Entropy density of spacetime as a relic from quantum gravity

There is a considerable amount of evidence to suggest that the field equations of gravity have the same status as, say, the equations describing an emergent phenomenon like elasticity. In fact, it is possible to derive the field equations from a thermodynamic variational principle in which a set of normalized vector fields are varied rather than the metric. We show that this variational principle can arise as a low-energy [L-P = (G (h) over bar /c(3))(1/2) -> 0] relic of a plausible nonperturbative effect of quantum gravity, viz. the existence of a zero-point length in the spacetime.
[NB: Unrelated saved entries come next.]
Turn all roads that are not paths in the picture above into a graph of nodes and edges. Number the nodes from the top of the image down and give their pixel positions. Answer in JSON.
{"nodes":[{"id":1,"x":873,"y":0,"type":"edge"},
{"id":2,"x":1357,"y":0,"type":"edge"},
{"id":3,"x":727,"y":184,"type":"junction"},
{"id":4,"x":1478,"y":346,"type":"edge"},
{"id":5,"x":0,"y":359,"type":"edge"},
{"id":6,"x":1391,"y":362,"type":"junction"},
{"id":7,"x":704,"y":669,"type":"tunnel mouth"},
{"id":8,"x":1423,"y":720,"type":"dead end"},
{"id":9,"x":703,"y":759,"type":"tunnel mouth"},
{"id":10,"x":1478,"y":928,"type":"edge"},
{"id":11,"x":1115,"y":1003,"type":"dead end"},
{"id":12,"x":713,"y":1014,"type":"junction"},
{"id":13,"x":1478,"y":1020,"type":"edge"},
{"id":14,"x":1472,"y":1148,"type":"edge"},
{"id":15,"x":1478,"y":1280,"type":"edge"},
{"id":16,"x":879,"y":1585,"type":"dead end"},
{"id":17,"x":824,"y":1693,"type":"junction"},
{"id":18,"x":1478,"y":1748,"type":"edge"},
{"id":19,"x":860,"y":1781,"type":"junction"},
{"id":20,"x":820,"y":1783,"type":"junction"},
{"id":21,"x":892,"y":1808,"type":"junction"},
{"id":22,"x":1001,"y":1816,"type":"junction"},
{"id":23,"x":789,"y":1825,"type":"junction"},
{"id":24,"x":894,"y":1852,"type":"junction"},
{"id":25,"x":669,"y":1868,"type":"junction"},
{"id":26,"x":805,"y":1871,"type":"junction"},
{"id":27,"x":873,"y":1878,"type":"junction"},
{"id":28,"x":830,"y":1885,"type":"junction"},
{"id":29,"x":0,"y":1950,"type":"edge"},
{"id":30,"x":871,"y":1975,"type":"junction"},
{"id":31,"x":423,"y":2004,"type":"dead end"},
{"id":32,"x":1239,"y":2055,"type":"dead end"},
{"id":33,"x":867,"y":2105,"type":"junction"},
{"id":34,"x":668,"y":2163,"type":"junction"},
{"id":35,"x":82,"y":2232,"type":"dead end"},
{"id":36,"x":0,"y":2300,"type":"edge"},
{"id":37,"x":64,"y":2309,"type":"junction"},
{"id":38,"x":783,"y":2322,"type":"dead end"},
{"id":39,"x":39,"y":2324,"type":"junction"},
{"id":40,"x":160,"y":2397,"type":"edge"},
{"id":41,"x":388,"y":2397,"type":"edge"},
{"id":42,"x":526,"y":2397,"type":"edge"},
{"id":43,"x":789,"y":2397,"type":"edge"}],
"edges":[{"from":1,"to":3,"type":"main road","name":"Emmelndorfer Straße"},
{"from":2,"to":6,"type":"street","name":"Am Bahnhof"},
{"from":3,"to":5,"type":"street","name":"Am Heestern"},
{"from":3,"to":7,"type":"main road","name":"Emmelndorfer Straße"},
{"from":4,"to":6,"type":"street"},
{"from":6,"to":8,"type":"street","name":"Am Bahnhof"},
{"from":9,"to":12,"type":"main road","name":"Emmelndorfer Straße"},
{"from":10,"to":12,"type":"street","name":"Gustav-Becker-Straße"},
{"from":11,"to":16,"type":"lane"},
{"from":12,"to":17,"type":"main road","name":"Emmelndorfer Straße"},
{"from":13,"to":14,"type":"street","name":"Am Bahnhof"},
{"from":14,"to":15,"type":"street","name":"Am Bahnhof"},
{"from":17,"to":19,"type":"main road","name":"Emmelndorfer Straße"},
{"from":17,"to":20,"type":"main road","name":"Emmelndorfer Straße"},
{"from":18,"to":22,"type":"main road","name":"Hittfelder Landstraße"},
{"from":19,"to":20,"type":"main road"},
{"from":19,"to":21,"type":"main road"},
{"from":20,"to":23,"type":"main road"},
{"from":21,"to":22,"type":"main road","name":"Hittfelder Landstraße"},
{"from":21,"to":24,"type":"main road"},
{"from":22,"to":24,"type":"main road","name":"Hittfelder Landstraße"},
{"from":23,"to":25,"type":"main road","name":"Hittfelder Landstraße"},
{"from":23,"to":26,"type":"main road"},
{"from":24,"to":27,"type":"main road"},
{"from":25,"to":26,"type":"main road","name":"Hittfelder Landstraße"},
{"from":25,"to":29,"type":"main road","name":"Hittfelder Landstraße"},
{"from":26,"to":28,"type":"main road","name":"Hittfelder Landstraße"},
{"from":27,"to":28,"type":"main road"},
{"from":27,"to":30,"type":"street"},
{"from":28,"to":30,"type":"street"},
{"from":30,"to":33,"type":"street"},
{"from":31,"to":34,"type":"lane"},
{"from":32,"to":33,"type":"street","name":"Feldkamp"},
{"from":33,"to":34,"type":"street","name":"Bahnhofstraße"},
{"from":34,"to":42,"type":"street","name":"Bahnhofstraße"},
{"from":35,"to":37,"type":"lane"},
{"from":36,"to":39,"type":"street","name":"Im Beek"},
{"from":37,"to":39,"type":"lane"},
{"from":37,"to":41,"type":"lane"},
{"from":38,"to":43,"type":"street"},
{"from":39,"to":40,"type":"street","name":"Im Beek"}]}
Our result is nonperturbative in the following sense: If we modify the geodesic distance in a spacetime by introducing a zero-point length, to incorporate some effects of quantum gravity, and take the limit L-P -> 0 of the Ricci scalar of the modified metric, we end up getting a nontrivial, leading order (L-P-independent) term. This term is identical to the expression for entropy density of spacetime used previously in the emergent gravity approach. This reconfirms the idea that the microscopic degrees of freedom of the spacetime, when properly described in the full theory, could lead to an effective description of geometry in terms of a thermodynamic variational principle. This is conceptually similar to the emergence of thermodynamics from the mechanics of, say, molecules. The approach also has important implications for the cosmological constant which are briefly discussed.